Task instructions: Write down each of the records again, exactly and in full.

===

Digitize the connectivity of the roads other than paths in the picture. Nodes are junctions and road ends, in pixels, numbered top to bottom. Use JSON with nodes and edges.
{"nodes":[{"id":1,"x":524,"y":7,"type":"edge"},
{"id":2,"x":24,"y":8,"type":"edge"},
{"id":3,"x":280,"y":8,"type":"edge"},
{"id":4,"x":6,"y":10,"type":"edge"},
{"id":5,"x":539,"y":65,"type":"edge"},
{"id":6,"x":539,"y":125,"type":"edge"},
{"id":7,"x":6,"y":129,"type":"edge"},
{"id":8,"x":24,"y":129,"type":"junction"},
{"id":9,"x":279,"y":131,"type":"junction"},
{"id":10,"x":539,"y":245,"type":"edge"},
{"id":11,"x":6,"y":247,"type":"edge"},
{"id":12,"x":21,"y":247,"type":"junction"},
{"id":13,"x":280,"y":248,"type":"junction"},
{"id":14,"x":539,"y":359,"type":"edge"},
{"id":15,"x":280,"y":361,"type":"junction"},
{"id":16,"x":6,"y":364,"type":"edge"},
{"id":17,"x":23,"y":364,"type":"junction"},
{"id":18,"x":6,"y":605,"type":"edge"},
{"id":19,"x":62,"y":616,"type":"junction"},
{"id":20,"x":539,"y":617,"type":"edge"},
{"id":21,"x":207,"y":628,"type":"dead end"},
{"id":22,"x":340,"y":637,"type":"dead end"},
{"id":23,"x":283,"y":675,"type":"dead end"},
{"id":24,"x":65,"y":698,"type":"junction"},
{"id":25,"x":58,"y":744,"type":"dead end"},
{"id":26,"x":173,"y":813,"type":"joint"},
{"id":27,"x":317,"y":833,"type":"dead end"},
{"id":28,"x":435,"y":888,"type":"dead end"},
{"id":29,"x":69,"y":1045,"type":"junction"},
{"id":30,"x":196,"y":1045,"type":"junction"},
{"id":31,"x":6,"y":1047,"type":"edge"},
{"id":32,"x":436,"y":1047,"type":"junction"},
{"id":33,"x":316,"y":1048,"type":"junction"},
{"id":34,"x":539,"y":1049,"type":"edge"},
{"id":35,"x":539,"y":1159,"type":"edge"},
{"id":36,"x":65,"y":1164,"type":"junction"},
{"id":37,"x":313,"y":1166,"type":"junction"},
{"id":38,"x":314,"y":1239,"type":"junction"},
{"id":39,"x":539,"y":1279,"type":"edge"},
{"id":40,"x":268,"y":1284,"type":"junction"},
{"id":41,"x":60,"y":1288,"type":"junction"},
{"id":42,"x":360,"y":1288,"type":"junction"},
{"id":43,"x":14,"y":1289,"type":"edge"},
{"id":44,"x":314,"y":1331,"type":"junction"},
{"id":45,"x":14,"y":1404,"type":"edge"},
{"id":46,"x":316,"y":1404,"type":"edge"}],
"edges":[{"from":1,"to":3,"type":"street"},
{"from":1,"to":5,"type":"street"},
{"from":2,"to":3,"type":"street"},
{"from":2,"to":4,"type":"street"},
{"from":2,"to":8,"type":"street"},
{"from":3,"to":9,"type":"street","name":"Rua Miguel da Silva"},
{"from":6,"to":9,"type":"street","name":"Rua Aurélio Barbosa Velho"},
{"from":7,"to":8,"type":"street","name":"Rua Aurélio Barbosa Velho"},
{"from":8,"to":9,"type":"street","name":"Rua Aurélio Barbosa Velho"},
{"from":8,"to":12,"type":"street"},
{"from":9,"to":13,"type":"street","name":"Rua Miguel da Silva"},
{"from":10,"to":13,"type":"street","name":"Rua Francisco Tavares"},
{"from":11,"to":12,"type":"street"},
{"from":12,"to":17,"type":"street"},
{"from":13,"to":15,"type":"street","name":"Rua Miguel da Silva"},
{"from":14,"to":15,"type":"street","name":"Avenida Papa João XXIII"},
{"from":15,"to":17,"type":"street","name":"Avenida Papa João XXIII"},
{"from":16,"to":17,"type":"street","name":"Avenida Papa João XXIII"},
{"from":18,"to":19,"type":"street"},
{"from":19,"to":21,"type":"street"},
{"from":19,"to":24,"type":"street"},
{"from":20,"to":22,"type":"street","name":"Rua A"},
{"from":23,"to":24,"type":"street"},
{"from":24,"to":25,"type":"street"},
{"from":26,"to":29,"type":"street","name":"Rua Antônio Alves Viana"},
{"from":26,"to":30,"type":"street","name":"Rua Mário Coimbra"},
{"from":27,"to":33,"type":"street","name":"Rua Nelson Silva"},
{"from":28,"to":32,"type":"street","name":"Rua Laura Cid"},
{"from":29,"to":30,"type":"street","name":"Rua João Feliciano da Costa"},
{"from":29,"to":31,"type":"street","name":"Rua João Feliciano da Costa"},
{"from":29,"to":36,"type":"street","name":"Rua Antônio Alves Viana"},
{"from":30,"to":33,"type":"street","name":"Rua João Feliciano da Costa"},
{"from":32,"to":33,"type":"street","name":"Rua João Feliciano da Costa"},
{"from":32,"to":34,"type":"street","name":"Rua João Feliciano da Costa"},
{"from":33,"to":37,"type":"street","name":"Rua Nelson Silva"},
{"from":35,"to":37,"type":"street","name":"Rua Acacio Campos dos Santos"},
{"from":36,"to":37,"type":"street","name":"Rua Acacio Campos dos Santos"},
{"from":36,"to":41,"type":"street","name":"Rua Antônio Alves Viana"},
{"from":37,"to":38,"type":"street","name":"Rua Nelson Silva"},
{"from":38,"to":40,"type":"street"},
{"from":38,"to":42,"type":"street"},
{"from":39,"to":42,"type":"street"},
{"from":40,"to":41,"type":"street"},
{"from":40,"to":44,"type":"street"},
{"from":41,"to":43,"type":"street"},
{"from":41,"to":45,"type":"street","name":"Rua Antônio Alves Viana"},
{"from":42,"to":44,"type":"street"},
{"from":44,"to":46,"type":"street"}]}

===

Exercise result:
Digitize the connectivity of the roads other than paths in the picture. Nodes are junctions and road ends, in pixels, numbered top to bottom. Use JSON with nodes and edges.
{"nodes":[{"id":1,"x":524,"y":7,"type":"edge"},
{"id":2,"x":24,"y":8,"type":"edge"},
{"id":3,"x":280,"y":8,"type":"edge"},
{"id":4,"x":6,"y":10,"type":"edge"},
{"id":5,"x":539,"y":65,"type":"edge"},
{"id":6,"x":539,"y":125,"type":"edge"},
{"id":7,"x":6,"y":129,"type":"edge"},
{"id":8,"x":24,"y":129,"type":"junction"},
{"id":9,"x":279,"y":131,"type":"junction"},
{"id":10,"x":539,"y":245,"type":"edge"},
{"id":11,"x":6,"y":247,"type":"edge"},
{"id":12,"x":21,"y":247,"type":"junction"},
{"id":13,"x":280,"y":248,"type":"junction"},
{"id":14,"x":539,"y":359,"type":"edge"},
{"id":15,"x":280,"y":361,"type":"junction"},
{"id":16,"x":6,"y":364,"type":"edge"},
{"id":17,"x":23,"y":364,"type":"junction"},
{"id":18,"x":6,"y":605,"type":"edge"},
{"id":19,"x":62,"y":616,"type":"junction"},
{"id":20,"x":539,"y":617,"type":"edge"},
{"id":21,"x":207,"y":628,"type":"dead end"},
{"id":22,"x":340,"y":637,"type":"dead end"},
{"id":23,"x":283,"y":675,"type":"dead end"},
{"id":24,"x":65,"y":698,"type":"junction"},
{"id":25,"x":58,"y":744,"type":"dead end"},
{"id":26,"x":173,"y":813,"type":"joint"},
{"id":27,"x":317,"y":833,"type":"dead end"},
{"id":28,"x":435,"y":888,"type":"dead end"},
{"id":29,"x":69,"y":1045,"type":"junction"},
{"id":30,"x":196,"y":1045,"type":"junction"},
{"id":31,"x":6,"y":1047,"type":"edge"},
{"id":32,"x":436,"y":1047,"type":"junction"},
{"id":33,"x":316,"y":1048,"type":"junction"},
{"id":34,"x":539,"y":1049,"type":"edge"},
{"id":35,"x":539,"y":1159,"type":"edge"},
{"id":36,"x":65,"y":1164,"type":"junction"},
{"id":37,"x":313,"y":1166,"type":"junction"},
{"id":38,"x":314,"y":1239,"type":"junction"},
{"id":39,"x":539,"y":1279,"type":"edge"},
{"id":40,"x":268,"y":1284,"type":"junction"},
{"id":41,"x":60,"y":1288,"type":"junction"},
{"id":42,"x":360,"y":1288,"type":"junction"},
{"id":43,"x":14,"y":1289,"type":"edge"},
{"id":44,"x":314,"y":1331,"type":"junction"},
{"id":45,"x":14,"y":1404,"type":"edge"},
{"id":46,"x":316,"y":1404,"type":"edge"}],
"edges":[{"from":1,"to":3,"type":"street"},
{"from":1,"to":5,"type":"street"},
{"from":2,"to":3,"type":"street"},
{"from":2,"to":4,"type":"street"},
{"from":2,"to":8,"type":"street"},
{"from":3,"to":9,"type":"street","name":"Rua Miguel da Silva"},
{"from":6,"to":9,"type":"street","name":"Rua Aurélio Barbosa Velho"},
{"from":7,"to":8,"type":"street","name":"Rua Aurélio Barbosa Velho"},
{"from":8,"to":9,"type":"street","name":"Rua Aurélio Barbosa Velho"},
{"from":8,"to":12,"type":"street"},
{"from":9,"to":13,"type":"street","name":"Rua Miguel da Silva"},
{"from":10,"to":13,"type":"street","name":"Rua Francisco Tavares"},
{"from":11,"to":12,"type":"street"},
{"from":12,"to":17,"type":"street"},
{"from":13,"to":15,"type":"street","name":"Rua Miguel da Silva"},
{"from":14,"to":15,"type":"street","name":"Avenida Papa João XXIII"},
{"from":15,"to":17,"type":"street","name":"Avenida Papa João XXIII"},
{"from":16,"to":17,"type":"street","name":"Avenida Papa João XXIII"},
{"from":18,"to":19,"type":"street"},
{"from":19,"to":21,"type":"street"},
{"from":19,"to":24,"type":"street"},
{"from":20,"to":22,"type":"street","name":"Rua A"},
{"from":23,"to":24,"type":"street"},
{"from":24,"to":25,"type":"street"},
{"from":26,"to":29,"type":"street","name":"Rua Antônio Alves Viana"},
{"from":26,"to":30,"type":"street","name":"Rua Mário Coimbra"},
{"from":27,"to":33,"type":"street","name":"Rua Nelson Silva"},
{"from":28,"to":32,"type":"street","name":"Rua Laura Cid"},
{"from":29,"to":30,"type":"street","name":"Rua João Feliciano da Costa"},
{"from":29,"to":31,"type":"street","name":"Rua João Feliciano da Costa"},
{"from":29,"to":36,"type":"street","name":"Rua Antônio Alves Viana"},
{"from":30,"to":33,"type":"street","name":"Rua João Feliciano da Costa"},
{"from":32,"to":33,"type":"street","name":"Rua João Feliciano da Costa"},
{"from":32,"to":34,"type":"street","name":"Rua João Feliciano da Costa"},
{"from":33,"to":37,"type":"street","name":"Rua Nelson Silva"},
{"from":35,"to":37,"type":"street","name":"Rua Acacio Campos dos Santos"},
{"from":36,"to":37,"type":"street","name":"Rua Acacio Campos dos Santos"},
{"from":36,"to":41,"type":"street","name":"Rua Antônio Alves Viana"},
{"from":37,"to":38,"type":"street","name":"Rua Nelson Silva"},
{"from":38,"to":40,"type":"street"},
{"from":38,"to":42,"type":"street"},
{"from":39,"to":42,"type":"street"},
{"from":40,"to":41,"type":"street"},
{"from":40,"to":44,"type":"street"},
{"from":41,"to":43,"type":"street"},
{"from":41,"to":45,"type":"street","name":"Rua Antônio Alves Viana"},
{"from":42,"to":44,"type":"street"},
{"from":44,"to":46,"type":"street"}]}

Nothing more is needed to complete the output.